To understand a movie scene, viewers often must remember or infer previous events and extrapolate potential consequences. New work improved a model’s ability to do the same.
What's new: Rowan Zellers and colleagues at University of Washington developed Multimodal Event Representation Learning Over Time (MERLOT), a pretraining method that concentrates knowledge gleaned from videos without requiring labeled data. The resulting representations helped fine-tuned models perform a variety of video-reasoning tasks with state-of-the-art accuracy.
Key insight: Earlier work generated representations of videos by learning either to match video frames with associated text or to re-order scrambled frames in their original sequence. Training on both tasks can enable a model to generate richer representations that integrate visual, linguistic, and temporal information.
How it works: The authors divided six million YouTube videos into 180 million individual frames, each paired with corresponding text from a transcript.
- During pretraining, a ResNet-50 (the image encoder in the illustration above) generated an initial representation of each frame.

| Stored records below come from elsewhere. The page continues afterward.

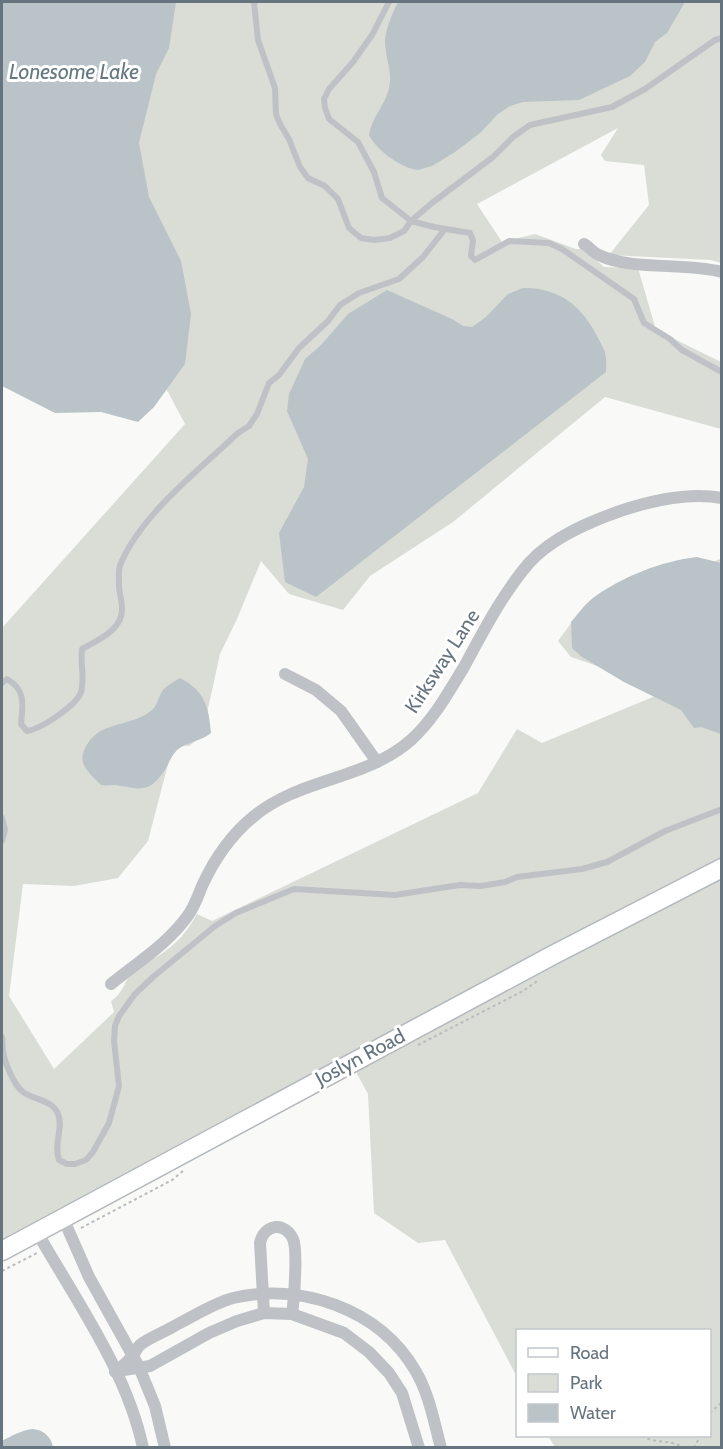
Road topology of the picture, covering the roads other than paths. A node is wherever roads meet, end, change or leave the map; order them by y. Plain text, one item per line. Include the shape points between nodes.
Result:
1 (254, 2) edge
2 (389, 2) edge
3 (722, 38) edge
4 (411, 220) junction
5 (445, 229) junction
6 (585, 244) dead end
7 (722, 272) edge
8 (722, 372) edge
9 (722, 498) edge
10 (285, 674) dead end
11 (2, 683) edge
12 (377, 762) junction
13 (722, 809) edge
14 (2, 818) edge
15 (2, 841) edge
16 (722, 868) edge
17 (111, 984) dead end
18 (2, 1037) edge
19 (63, 1218) junction
20 (37, 1232) junction
21 (2, 1251) edge
22 (263, 1293) junction
23 (294, 1294) junction
24 (264, 1313) junction
25 (292, 1314) junction
26 (133, 1356) junction
27 (139, 1368) junction
28 (116, 1372) junction
29 (143, 1448) edge
30 (165, 1448) edge
31 (419, 1448) edge
32 (441, 1448) edge

1 - 4 lane via 258,40 275,88 276,114 300,167 338,199 349,228 361,238 390,238 404,231
2 - 4 lane via 372,34 324,99 329,119 358,142 382,198
3 - 4 lane via 612,107 530,125
4 - 5 lane
5 - 8 lane via 470,233 471,256 475,260 509,241 549,243 562,249 634,298 644,323
5 - 11 lane via 399,279 359,293 340,305 269,383 249,426 173,495 140,531 119,566 119,622 107,635 82,649 83,676 75,701 44,726 27,731 21,724 20,691 7,679
6 - 7 street via 599,255 616,260
9 - 12 street, Kirksway Lane via 680,496 645,503 598,519 553,543 530,562 514,584 436,714 411,740
10 - 12 street via 316,690 341,711
12 - 17 street, Kirksway Lane via 275,801 253,817 230,840 196,904 171,938
13 - 18 lane via 665,831 607,862 582,869 396,895 294,889 236,913 153,977 119,1016 114,1041 118,1086 109,1123 93,1152 75,1164 59,1160 59,1115 48,1104 23,1092 16,1083 3,1051
14 - 15 lane
16 - 19 street, Joslyn Road
19 - 20 street, Joslyn Road
19 - 26 street via 89,1277
20 - 21 street, Joslyn Road
20 - 28 street
22 - 23 street
22 - 23 street via 262,1234 280,1227 294,1240
22 - 24 street
22 - 26 street via 231,1298 200,1312 140,1346
23 - 25 street
23 - 32 street via 356,1313 386,1333 416,1371
24 - 25 street
24 - 27 street via 228,1325
25 - 31 street via 344,1332 376,1359 402,1393
26 - 27 street
26 - 28 street
27 - 28 street
27 - 30 street via 155,1406
28 - 29 street via 134,1411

- A transformer (the language-only encoder) produced a representation of the associated text (taking into account the entire transcript up to that point).
- In contrastive fashion, the loss function encouraged matching frame and text representations to be similar and mismatches to be dissimilar.
- Another transformer received each frame representation and its corresponding text (not the text representation). It learned to guess masked words in the text as well as the proper order of the frames.
Results: MERLOT set a new state of the art for 14 tasks that involved answering questions about individual frames, answering questions about sequences of frames, and ordering disordered frames. It did especially well on question-answering tasks designed to test spatial and temporal reasoning on GIFs from Tumblr. For instance, MERLOT answered multiple-choice questions about the action performed in a clip with 94.0 percent accuracy versus the previous best score of 82.8 percent accuracy. In other areas, the improvement was less dramatic. For example, on Drama-QA, it answered multiple-choice questions about the story in clips from a TV show with 81.4 percent accuracy versus the previous best score of 81.0 accuracy.
Why it matters: MERLOT learned to pack a range of essential information about video images, accompanying text, and frame order into the representations it generated. The world is swimming in unlabeled video-plus-audio, and self-supervised learning algorithms like this could unlock tremendous value from such data.
We're thinking: We’re glad the authors didn’t keep this work bottled up.